TMOK, Olimpiyat Oyunları başta olmak üzere, uluslararası
yarışmalarda ulusal spor federasyonları ile işbirliği
yapmakta, sporcularımıza destek vermektedir. Söz konusu
kapsamda antrenör, monitör ve spor lideri eğitiminin bilimsel
platforma oturtulması, lisan dahil her konuda sürekli eğitimle
gelişmelerinin sağlanması, sporcu sağlığı, sporla ilgili tıp
merkezlerinin geliştirilmesi ve etkin olarak kullanılmasının
yanı sıra buralarda görevli teknik kadroların da eğitimi ile
gelişmelerine katkıda bulunulmaktadır.
İstanbul’un 2020 Olimpiyat ve Paralimpik Oyunları adaylığı
bilindiği gibi 7 Eylül 2013 tarihinde Buenos Aires’te IOC
Genel Kurulu’nda yapılan oylama ile noktalanmıştır. Önceki
adaylıklarımızdan farklı olarak; İstanbul 2020 projesi ve
adaylık dosyasının hazırlanması, teknik ve finansal planlama
ve dosya içeriğinin mükemmelliğini sağlamak üzere
konularında uzman, ulusal ve uluslararası profesyonel
kuruluşlardan hizmet alımı yoluna gidilmiştir. ‘İstanbul 2020
Projesi’ kapsamında önerilen tüm yapılanmalar; İstanbul
Büyükşehir Belediyesi, şehir planlamacıları ve ilgili kamu
idareleriyle işbirliği içerisinde, 2023 Stratejik Master Planı’na
uyum ve entegrasyon sağlayacak şekilde planlanmıştır.
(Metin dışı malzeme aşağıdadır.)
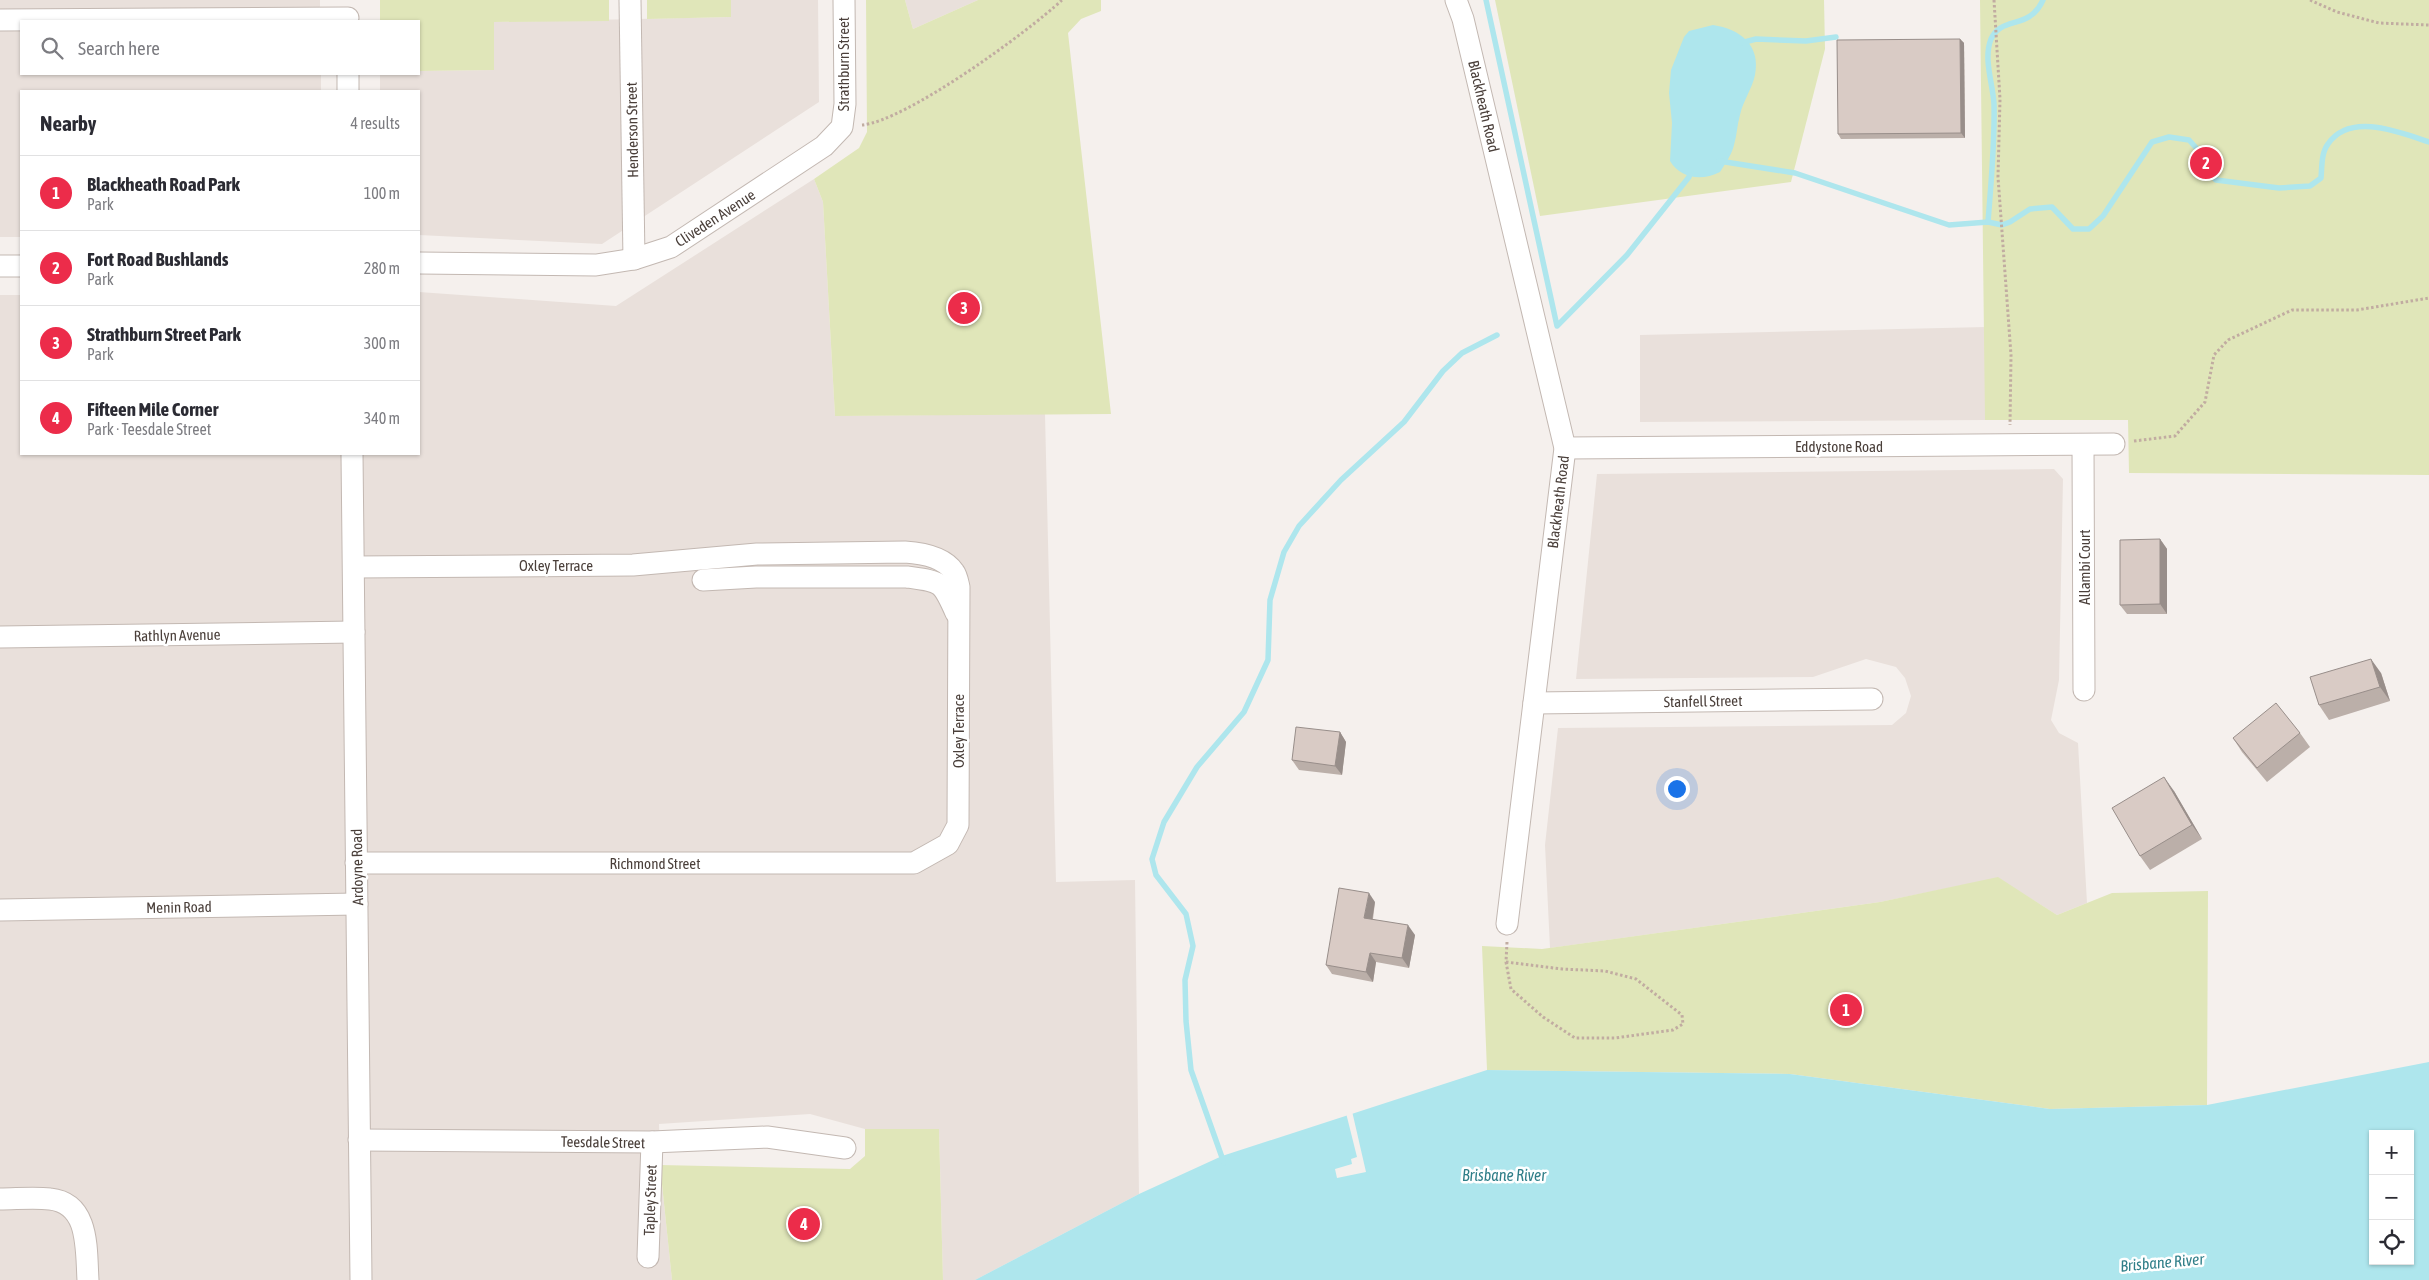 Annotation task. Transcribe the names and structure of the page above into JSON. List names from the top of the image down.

Bu
yaklaşımla, önemli seviyelerdeki yatırımlardan en iyi şekilde
faydalanılması, ekonomik geçerlilik ve uygulanabilirliğin
sağlanması hedeflenmiştir. Yine önceki adaylıklarımızdan
farklı olarak,süreç boyunca ihtiyaç duyulan stratejik iletişim
ve halkla ilişkiler / lobi danışmanlığı, tanıtım, reklam ve
promosyon alanlarında hizmet alımı yoluna gidilerek, dünyanın
en önde gelen profesyonel kuruluş ve uzman danışmanların
katılımı ile çok uluslu bir konsorsiyum oluşturulmuştur. Bu
çerçevede, ana iletişim stratejileri, temel mesajlar, söylem
birliği ve katılımcı unsurlar belirlenmiş, uluslararası PR ve
tanıtım kampanyaları ile lobi faaliyetleri planlanarak en üst
düzeyde uygulanmaya konulmuştur. İstanbul’un 2020 adaylığı,
önceki adaylıklarımızdan daha birçok ‘ilk’ ile ayrışırken, ilk
kez Sayın Cumhurbaşkanı ve Sayın Başbakan başta olmak
üzere tüm siyasi liderlerimiz, ilgili Bakanlıklar ve kamu
kurumları desteklerini esirgememişler, sürece fiilen katkıda
bulunmuşlardır. İlk kez Türk iş aleminin önde gelen kuruluş ve
yöneticileri de katılımcı unsurlar arasında yerlerini almışlar,
sadece maddi yönden değil kişisel olarak da büyük gayret
göstermişlerdir. Kısaca özetlemek gerekirse; kişisel birikim,
güç ve ilişkilerini bu davaya hasretmiş insanlardan oluşan çok
katılımlı ve kapsamlı bir ‘Görev Gücü’, İstanbul’un ve Türkiye’nin
kazanması için elden gelen tüm çabayı göstermiştir. İstanbul,
geçmiş algılamaların aksine uluslararası spor arenasında
saygın ve her zaman dikkate alınması gereken güçlü bir aday
konumuna gelmiştir. Finalde kaybetmemiz ile ilgili ayrıntılı
bir analiz ve sonuca etki eden değişik faktörlerin objektif
şekilde değerlendirilmesi sonrası bundan sonraki hedef,
edinilen deneyimler ışığında geleceğe yönelik adımların
atılması olmalıdır. 2016 yılında Rio’da düzenlenecek Yaz
Olimpiyat Oyunları’na Türkiye’nin en az 200 sporcu ile
katılmayı hedeflemesi düşüncemizdir. Sporda başarı için tek
başına sadece tesis yatırımı yeterli olamaz. Yetenek seçimi,
performans odaklı hazırlıkların planlanması ve yaygınlaşması
sağlanmadıkça sporumuzu bugünkünden daha yukarı bir
düzeye çıkarabilmek mümkün olamayacaktır.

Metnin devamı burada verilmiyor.